There is almost certainly more than one good way to answer that question, but my answer is as follows: Christians today are in desperate need of a bird's-eye view of God's redemptive plan. It is this plan that forms the context of everything from theology to Biblical commands to the daily lives we live in his service.

That context acts like a container for Bible knowledge and our worldview: with it intact everything begins to settle into place and become cohesive. But without it, everything rolls around loose and unconnected in our minds, like a drawer full of hundreds of beautiful unconnected pearls. The pearls are pretty, but you need to string them all together to wear them.

Part of teaching this idea at Harvest Community Church was the development of a chart that lays out a non-detailed, high-level view of God's plan to buy back the world order he created (and which we broke). Starting with God's Glory as the point of it all, the chart moves through creation, the fall and it's results, redemption anticipated, redemption accomplished, and finally redemption realized.

It traces the three elements that have always been present in God’s redemptive plan (something that really struck me when I was thinking through the covenants with Abraham and David last year).

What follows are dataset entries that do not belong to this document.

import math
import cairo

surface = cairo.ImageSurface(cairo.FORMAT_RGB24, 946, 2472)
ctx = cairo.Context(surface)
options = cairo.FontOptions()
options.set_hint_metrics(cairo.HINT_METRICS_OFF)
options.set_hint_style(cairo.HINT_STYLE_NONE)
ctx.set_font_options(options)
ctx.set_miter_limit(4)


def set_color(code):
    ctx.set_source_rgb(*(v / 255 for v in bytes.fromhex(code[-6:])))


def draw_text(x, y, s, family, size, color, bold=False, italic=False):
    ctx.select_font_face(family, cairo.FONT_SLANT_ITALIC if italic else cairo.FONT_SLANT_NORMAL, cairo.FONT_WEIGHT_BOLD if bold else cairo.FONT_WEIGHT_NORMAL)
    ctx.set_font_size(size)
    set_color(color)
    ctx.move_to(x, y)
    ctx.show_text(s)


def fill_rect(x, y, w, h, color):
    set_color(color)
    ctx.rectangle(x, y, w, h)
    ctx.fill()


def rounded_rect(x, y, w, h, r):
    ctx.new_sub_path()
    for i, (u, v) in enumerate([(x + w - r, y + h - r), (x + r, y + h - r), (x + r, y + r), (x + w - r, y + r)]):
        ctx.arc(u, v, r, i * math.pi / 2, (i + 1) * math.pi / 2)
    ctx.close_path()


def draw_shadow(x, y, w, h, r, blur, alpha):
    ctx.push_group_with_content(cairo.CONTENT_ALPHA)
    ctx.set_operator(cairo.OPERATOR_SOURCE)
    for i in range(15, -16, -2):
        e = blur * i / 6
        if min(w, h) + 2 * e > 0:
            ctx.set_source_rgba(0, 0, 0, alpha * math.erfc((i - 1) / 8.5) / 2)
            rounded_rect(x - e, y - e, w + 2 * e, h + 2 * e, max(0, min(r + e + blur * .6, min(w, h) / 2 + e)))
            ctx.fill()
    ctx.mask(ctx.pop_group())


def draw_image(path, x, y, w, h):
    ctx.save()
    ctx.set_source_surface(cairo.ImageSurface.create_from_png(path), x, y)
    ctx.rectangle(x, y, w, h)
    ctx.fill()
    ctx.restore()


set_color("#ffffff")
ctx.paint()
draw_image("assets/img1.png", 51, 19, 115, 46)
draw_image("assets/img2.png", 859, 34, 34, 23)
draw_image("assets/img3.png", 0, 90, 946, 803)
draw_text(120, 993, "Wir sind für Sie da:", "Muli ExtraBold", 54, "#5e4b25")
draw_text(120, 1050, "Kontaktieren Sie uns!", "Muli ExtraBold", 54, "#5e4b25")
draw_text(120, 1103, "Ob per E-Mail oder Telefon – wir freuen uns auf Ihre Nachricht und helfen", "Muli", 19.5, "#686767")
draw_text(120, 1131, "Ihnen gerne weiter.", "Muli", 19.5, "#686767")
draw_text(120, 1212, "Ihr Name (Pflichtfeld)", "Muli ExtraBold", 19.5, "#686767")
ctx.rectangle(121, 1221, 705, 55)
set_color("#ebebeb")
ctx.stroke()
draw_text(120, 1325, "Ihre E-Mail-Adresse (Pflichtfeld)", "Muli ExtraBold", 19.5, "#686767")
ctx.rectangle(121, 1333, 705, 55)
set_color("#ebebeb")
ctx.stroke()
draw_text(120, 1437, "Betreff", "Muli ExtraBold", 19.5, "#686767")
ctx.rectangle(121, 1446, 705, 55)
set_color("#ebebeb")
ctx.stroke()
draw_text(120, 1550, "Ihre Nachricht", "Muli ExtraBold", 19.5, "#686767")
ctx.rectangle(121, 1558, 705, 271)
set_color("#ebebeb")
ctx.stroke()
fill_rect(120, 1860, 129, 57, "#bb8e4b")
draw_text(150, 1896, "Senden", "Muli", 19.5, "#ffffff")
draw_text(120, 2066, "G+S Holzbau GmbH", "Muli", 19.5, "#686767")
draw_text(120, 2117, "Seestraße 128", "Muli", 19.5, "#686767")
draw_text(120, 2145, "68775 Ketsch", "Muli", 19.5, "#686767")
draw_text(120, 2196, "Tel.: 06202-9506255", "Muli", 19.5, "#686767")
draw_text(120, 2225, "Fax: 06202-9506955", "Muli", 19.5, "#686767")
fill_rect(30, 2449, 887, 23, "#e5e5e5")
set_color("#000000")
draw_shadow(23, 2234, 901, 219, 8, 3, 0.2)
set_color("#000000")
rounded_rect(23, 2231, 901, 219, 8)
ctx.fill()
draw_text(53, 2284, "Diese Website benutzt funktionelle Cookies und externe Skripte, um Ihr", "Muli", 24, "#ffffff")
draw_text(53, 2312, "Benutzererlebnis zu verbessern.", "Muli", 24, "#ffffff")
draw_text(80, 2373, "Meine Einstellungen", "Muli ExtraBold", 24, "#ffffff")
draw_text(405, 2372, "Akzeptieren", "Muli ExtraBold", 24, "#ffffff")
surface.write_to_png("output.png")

And of course the chart, like God's plan itself, centers on the cross and empty tomb - redemption accomplished. The chart includes a doc with explanatory notes, to hopefully decipher what can look a bit complex at first (but which, like most things, really isn't too bad once you get into it).

Of course this chart itself is merely a teaching tool, and not the final word on anything. But it is a tool - one I hope will help Christians get the big picture so they can make much better and more Biblical choices in the little, daily picture that we call life.
How about you? Could you articulate even the non-detailed, broad strokes of God's plan through the ages? If so, good for you. I think you're in the minority and you can probably just ignore this whole post (now that you've already read it! Ha!) If not, let me know what you think of the chart, and how helpful it is to you.


Amy Guerino said...

I love this chart! It continues to help me see the brokenness in life and how it won't remain that way. God has been about something even before time began and I need to stretch my mind to understand it. When I do, even the little frustrations of life do not bog me down. I love how you help me "get my eyes up" as Stu Weber frequently said. It is a pleasure and privilege to do life with you!